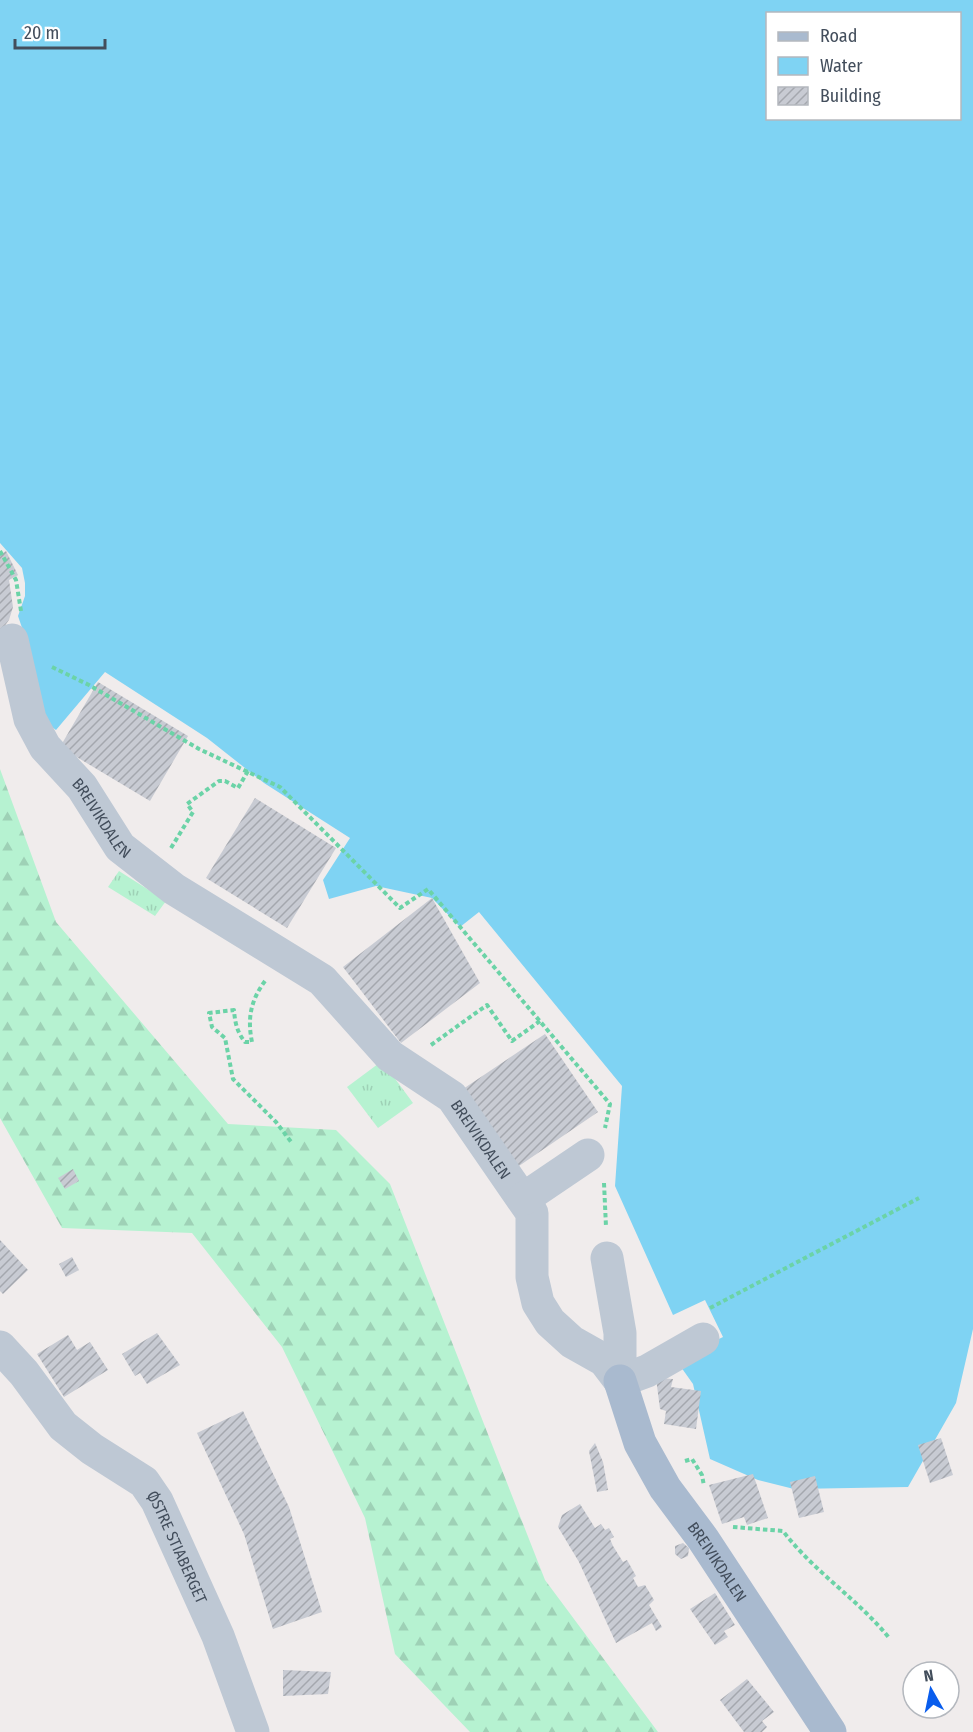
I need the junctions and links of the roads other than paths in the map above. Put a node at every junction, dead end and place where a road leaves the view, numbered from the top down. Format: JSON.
{"nodes":[{"id":1,"x":17,"y":628,"type":"road end"},
{"id":2,"x":599,"y":1154,"type":"road end"},
{"id":3,"x":523,"y":1200,"type":"junction"},
{"id":4,"x":607,"y":1258,"type":"road end"},
{"id":5,"x":706,"y":1323,"type":"road end"},
{"id":6,"x":0,"y":1347,"type":"edge"},
{"id":7,"x":620,"y":1381,"type":"junction"},
{"id":8,"x":253,"y":1732,"type":"edge"},
{"id":9,"x":830,"y":1732,"type":"edge"}],
"edges":[{"from":1,"to":3,"type":"street","name":"BREIVIKDALEN"},
{"from":2,"to":3,"type":"street"},
{"from":3,"to":7,"type":"street","name":"BREIVIKDALEN"},
{"from":4,"to":7,"type":"street"},
{"from":5,"to":7,"type":"street"},
{"from":6,"to":8,"type":"street","name":"ØSTRE STIABERGET"},
{"from":7,"to":9,"type":"main road","name":"BREIVIKDALEN"}]}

--- --- ---

*Task details*
Without the pictures, return all the records precisely as they stand.

*Response box*
I need the junctions and links of the roads other than paths in the map above. Put a node at every junction, dead end and place where a road leaves the view, numbered from the top down. Format: JSON.
{"nodes":[{"id":1,"x":17,"y":628,"type":"road end"},
{"id":2,"x":599,"y":1154,"type":"road end"},
{"id":3,"x":523,"y":1200,"type":"junction"},
{"id":4,"x":607,"y":1258,"type":"road end"},
{"id":5,"x":706,"y":1323,"type":"road end"},
{"id":6,"x":0,"y":1347,"type":"edge"},
{"id":7,"x":620,"y":1381,"type":"junction"},
{"id":8,"x":253,"y":1732,"type":"edge"},
{"id":9,"x":830,"y":1732,"type":"edge"}],
"edges":[{"from":1,"to":3,"type":"street","name":"BREIVIKDALEN"},
{"from":2,"to":3,"type":"street"},
{"from":3,"to":7,"type":"street","name":"BREIVIKDALEN"},
{"from":4,"to":7,"type":"street"},
{"from":5,"to":7,"type":"street"},
{"from":6,"to":8,"type":"street","name":"ØSTRE STIABERGET"},
{"from":7,"to":9,"type":"main road","name":"BREIVIKDALEN"}]}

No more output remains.